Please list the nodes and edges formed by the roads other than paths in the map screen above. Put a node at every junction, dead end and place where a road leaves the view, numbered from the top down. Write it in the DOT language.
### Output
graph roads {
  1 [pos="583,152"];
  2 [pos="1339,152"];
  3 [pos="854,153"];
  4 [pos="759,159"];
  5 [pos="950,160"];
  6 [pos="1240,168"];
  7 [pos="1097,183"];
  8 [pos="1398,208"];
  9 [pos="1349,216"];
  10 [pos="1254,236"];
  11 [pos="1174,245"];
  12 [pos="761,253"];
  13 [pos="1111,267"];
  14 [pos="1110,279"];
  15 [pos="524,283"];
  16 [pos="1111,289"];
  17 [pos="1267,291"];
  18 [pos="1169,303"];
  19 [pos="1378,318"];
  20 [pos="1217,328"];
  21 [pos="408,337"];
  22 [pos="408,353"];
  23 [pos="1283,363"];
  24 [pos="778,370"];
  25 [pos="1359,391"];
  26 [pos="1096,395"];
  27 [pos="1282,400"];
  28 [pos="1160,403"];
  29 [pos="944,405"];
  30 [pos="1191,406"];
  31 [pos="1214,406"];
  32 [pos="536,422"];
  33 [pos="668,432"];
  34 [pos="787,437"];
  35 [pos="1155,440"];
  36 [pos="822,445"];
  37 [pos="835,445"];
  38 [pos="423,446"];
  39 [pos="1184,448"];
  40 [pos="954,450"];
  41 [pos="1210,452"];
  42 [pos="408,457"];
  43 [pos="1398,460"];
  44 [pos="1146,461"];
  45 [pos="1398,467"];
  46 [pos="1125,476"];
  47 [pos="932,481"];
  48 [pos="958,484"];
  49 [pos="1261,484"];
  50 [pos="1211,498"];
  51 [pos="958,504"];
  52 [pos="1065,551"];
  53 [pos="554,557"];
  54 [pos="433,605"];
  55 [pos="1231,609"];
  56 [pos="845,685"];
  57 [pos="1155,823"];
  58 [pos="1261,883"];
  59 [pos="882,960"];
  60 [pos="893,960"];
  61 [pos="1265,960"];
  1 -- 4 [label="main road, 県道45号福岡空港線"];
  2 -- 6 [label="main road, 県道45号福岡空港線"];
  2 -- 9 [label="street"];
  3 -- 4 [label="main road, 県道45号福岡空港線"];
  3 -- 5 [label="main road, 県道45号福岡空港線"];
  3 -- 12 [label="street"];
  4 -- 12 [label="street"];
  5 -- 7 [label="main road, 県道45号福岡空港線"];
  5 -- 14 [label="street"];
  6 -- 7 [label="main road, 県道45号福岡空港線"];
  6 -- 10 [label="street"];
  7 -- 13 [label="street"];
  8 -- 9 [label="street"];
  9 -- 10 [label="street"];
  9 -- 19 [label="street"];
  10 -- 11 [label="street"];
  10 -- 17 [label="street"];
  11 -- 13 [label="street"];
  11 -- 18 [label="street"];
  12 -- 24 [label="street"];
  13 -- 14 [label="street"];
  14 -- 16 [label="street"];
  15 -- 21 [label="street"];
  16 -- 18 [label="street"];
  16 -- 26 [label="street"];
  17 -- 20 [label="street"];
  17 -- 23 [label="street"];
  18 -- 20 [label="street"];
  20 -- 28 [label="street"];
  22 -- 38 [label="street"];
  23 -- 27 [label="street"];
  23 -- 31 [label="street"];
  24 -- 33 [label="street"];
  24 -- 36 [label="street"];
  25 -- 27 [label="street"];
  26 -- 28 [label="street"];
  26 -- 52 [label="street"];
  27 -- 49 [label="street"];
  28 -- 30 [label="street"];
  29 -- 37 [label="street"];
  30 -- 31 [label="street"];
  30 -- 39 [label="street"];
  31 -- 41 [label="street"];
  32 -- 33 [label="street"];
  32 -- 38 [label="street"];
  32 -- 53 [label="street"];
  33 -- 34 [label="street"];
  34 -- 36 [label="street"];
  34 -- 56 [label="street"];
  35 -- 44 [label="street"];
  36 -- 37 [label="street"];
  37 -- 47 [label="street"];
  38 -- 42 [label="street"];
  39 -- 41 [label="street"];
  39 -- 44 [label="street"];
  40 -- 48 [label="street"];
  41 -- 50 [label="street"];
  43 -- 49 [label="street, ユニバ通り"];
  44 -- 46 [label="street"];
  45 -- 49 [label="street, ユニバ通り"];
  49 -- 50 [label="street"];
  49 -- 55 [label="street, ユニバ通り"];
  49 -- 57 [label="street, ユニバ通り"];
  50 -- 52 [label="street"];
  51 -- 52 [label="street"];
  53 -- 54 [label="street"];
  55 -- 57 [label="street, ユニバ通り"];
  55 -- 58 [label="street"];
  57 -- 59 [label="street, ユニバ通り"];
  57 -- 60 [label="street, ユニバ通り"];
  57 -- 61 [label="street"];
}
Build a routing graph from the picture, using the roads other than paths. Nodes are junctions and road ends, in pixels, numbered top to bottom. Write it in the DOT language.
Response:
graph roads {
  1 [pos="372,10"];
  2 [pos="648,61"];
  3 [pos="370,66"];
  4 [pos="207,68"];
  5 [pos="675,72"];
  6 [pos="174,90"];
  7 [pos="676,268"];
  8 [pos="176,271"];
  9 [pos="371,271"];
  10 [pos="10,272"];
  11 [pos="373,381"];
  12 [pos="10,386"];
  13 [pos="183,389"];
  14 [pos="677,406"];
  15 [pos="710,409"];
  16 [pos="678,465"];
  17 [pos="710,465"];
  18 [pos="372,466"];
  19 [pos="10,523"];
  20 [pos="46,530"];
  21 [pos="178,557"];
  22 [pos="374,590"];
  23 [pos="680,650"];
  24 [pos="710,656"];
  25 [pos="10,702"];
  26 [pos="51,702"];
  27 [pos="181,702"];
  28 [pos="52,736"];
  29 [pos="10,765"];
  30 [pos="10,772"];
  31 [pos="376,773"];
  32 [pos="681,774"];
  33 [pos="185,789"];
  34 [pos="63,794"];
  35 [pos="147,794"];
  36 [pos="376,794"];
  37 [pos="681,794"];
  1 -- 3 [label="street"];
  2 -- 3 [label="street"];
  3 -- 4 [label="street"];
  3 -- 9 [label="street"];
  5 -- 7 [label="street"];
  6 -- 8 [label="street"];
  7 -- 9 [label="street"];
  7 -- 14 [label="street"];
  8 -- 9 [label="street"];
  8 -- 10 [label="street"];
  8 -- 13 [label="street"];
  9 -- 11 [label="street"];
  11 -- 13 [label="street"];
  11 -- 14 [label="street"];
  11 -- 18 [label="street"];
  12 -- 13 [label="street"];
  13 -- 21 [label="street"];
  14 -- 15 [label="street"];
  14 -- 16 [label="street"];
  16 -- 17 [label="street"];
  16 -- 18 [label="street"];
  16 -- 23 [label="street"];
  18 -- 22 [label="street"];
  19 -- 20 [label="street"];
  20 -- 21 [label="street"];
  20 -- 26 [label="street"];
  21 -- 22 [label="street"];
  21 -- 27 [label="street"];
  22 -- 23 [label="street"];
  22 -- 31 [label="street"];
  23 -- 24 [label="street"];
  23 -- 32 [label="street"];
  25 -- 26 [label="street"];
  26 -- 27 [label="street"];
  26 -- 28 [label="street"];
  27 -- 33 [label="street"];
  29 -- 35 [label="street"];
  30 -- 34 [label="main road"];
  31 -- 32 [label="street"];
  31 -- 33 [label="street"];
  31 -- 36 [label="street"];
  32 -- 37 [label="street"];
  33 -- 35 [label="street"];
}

────────────────────

§ WORK ITEM
The response should consist of the entries, retyped exactly and in full.

§ EXERCISE RESULT
Please list the nodes and edges formed by the roads other than paths in the map screen above. Put a node at every junction, dead end and place where a road leaves the view, numbered from the top down. Write it in the DOT language.
### Output
graph roads {
  1 [pos="583,152"];
  2 [pos="1339,152"];
  3 [pos="854,153"];
  4 [pos="759,159"];
  5 [pos="950,160"];
  6 [pos="1240,168"];
  7 [pos="1097,183"];
  8 [pos="1398,208"];
  9 [pos="1349,216"];
  10 [pos="1254,236"];
  11 [pos="1174,245"];
  12 [pos="761,253"];
  13 [pos="1111,267"];
  14 [pos="1110,279"];
  15 [pos="524,283"];
  16 [pos="1111,289"];
  17 [pos="1267,291"];
  18 [pos="1169,303"];
  19 [pos="1378,318"];
  20 [pos="1217,328"];
  21 [pos="408,337"];
  22 [pos="408,353"];
  23 [pos="1283,363"];
  24 [pos="778,370"];
  25 [pos="1359,391"];
  26 [pos="1096,395"];
  27 [pos="1282,400"];
  28 [pos="1160,403"];
  29 [pos="944,405"];
  30 [pos="1191,406"];
  31 [pos="1214,406"];
  32 [pos="536,422"];
  33 [pos="668,432"];
  34 [pos="787,437"];
  35 [pos="1155,440"];
  36 [pos="822,445"];
  37 [pos="835,445"];
  38 [pos="423,446"];
  39 [pos="1184,448"];
  40 [pos="954,450"];
  41 [pos="1210,452"];
  42 [pos="408,457"];
  43 [pos="1398,460"];
  44 [pos="1146,461"];
  45 [pos="1398,467"];
  46 [pos="1125,476"];
  47 [pos="932,481"];
  48 [pos="958,484"];
  49 [pos="1261,484"];
  50 [pos="1211,498"];
  51 [pos="958,504"];
  52 [pos="1065,551"];
  53 [pos="554,557"];
  54 [pos="433,605"];
  55 [pos="1231,609"];
  56 [pos="845,685"];
  57 [pos="1155,823"];
  58 [pos="1261,883"];
  59 [pos="882,960"];
  60 [pos="893,960"];
  61 [pos="1265,960"];
  1 -- 4 [label="main road, 県道45号福岡空港線"];
  2 -- 6 [label="main road, 県道45号福岡空港線"];
  2 -- 9 [label="street"];
  3 -- 4 [label="main road, 県道45号福岡空港線"];
  3 -- 5 [label="main road, 県道45号福岡空港線"];
  3 -- 12 [label="street"];
  4 -- 12 [label="street"];
  5 -- 7 [label="main road, 県道45号福岡空港線"];
  5 -- 14 [label="street"];
  6 -- 7 [label="main road, 県道45号福岡空港線"];
  6 -- 10 [label="street"];
  7 -- 13 [label="street"];
  8 -- 9 [label="street"];
  9 -- 10 [label="street"];
  9 -- 19 [label="street"];
  10 -- 11 [label="street"];
  10 -- 17 [label="street"];
  11 -- 13 [label="street"];
  11 -- 18 [label="street"];
  12 -- 24 [label="street"];
  13 -- 14 [label="street"];
  14 -- 16 [label="street"];
  15 -- 21 [label="street"];
  16 -- 18 [label="street"];
  16 -- 26 [label="street"];
  17 -- 20 [label="street"];
  17 -- 23 [label="street"];
  18 -- 20 [label="street"];
  20 -- 28 [label="street"];
  22 -- 38 [label="street"];
  23 -- 27 [label="street"];
  23 -- 31 [label="street"];
  24 -- 33 [label="street"];
  24 -- 36 [label="street"];
  25 -- 27 [label="street"];
  26 -- 28 [label="street"];
  26 -- 52 [label="street"];
  27 -- 49 [label="street"];
  28 -- 30 [label="street"];
  29 -- 37 [label="street"];
  30 -- 31 [label="street"];
  30 -- 39 [label="street"];
  31 -- 41 [label="street"];
  32 -- 33 [label="street"];
  32 -- 38 [label="street"];
  32 -- 53 [label="street"];
  33 -- 34 [label="street"];
  34 -- 36 [label="street"];
  34 -- 56 [label="street"];
  35 -- 44 [label="street"];
  36 -- 37 [label="street"];
  37 -- 47 [label="street"];
  38 -- 42 [label="street"];
  39 -- 41 [label="street"];
  39 -- 44 [label="street"];
  40 -- 48 [label="street"];
  41 -- 50 [label="street"];
  43 -- 49 [label="street, ユニバ通り"];
  44 -- 46 [label="street"];
  45 -- 49 [label="street, ユニバ通り"];
  49 -- 50 [label="street"];
  49 -- 55 [label="street, ユニバ通り"];
  49 -- 57 [label="street, ユニバ通り"];
  50 -- 52 [label="street"];
  51 -- 52 [label="street"];
  53 -- 54 [label="street"];
  55 -- 57 [label="street, ユニバ通り"];
  55 -- 58 [label="street"];
  57 -- 59 [label="street, ユニバ通り"];
  57 -- 60 [label="street, ユニバ通り"];
  57 -- 61 [label="street"];
}
Build a routing graph from the picture, using the roads other than paths. Nodes are junctions and road ends, in pixels, numbered top to bottom. Write it in the DOT language.
Response:
graph roads {
  1 [pos="372,10"];
  2 [pos="648,61"];
  3 [pos="370,66"];
  4 [pos="207,68"];
  5 [pos="675,72"];
  6 [pos="174,90"];
  7 [pos="676,268"];
  8 [pos="176,271"];
  9 [pos="371,271"];
  10 [pos="10,272"];
  11 [pos="373,381"];
  12 [pos="10,386"];
  13 [pos="183,389"];
  14 [pos="677,406"];
  15 [pos="710,409"];
  16 [pos="678,465"];
  17 [pos="710,465"];
  18 [pos="372,466"];
  19 [pos="10,523"];
  20 [pos="46,530"];
  21 [pos="178,557"];
  22 [pos="374,590"];
  23 [pos="680,650"];
  24 [pos="710,656"];
  25 [pos="10,702"];
  26 [pos="51,702"];
  27 [pos="181,702"];
  28 [pos="52,736"];
  29 [pos="10,765"];
  30 [pos="10,772"];
  31 [pos="376,773"];
  32 [pos="681,774"];
  33 [pos="185,789"];
  34 [pos="63,794"];
  35 [pos="147,794"];
  36 [pos="376,794"];
  37 [pos="681,794"];
  1 -- 3 [label="street"];
  2 -- 3 [label="street"];
  3 -- 4 [label="street"];
  3 -- 9 [label="street"];
  5 -- 7 [label="street"];
  6 -- 8 [label="street"];
  7 -- 9 [label="street"];
  7 -- 14 [label="street"];
  8 -- 9 [label="street"];
  8 -- 10 [label="street"];
  8 -- 13 [label="street"];
  9 -- 11 [label="street"];
  11 -- 13 [label="street"];
  11 -- 14 [label="street"];
  11 -- 18 [label="street"];
  12 -- 13 [label="street"];
  13 -- 21 [label="street"];
  14 -- 15 [label="street"];
  14 -- 16 [label="street"];
  16 -- 17 [label="street"];
  16 -- 18 [label="street"];
  16 -- 23 [label="street"];
  18 -- 22 [label="street"];
  19 -- 20 [label="street"];
  20 -- 21 [label="street"];
  20 -- 26 [label="street"];
  21 -- 22 [label="street"];
  21 -- 27 [label="street"];
  22 -- 23 [label="street"];
  22 -- 31 [label="street"];
  23 -- 24 [label="street"];
  23 -- 32 [label="street"];
  25 -- 26 [label="street"];
  26 -- 27 [label="street"];
  26 -- 28 [label="street"];
  27 -- 33 [label="street"];
  29 -- 35 [label="street"];
  30 -- 34 [label="main road"];
  31 -- 32 [label="street"];
  31 -- 33 [label="street"];
  31 -- 36 [label="street"];
  32 -- 37 [label="street"];
  33 -- 35 [label="street"];
}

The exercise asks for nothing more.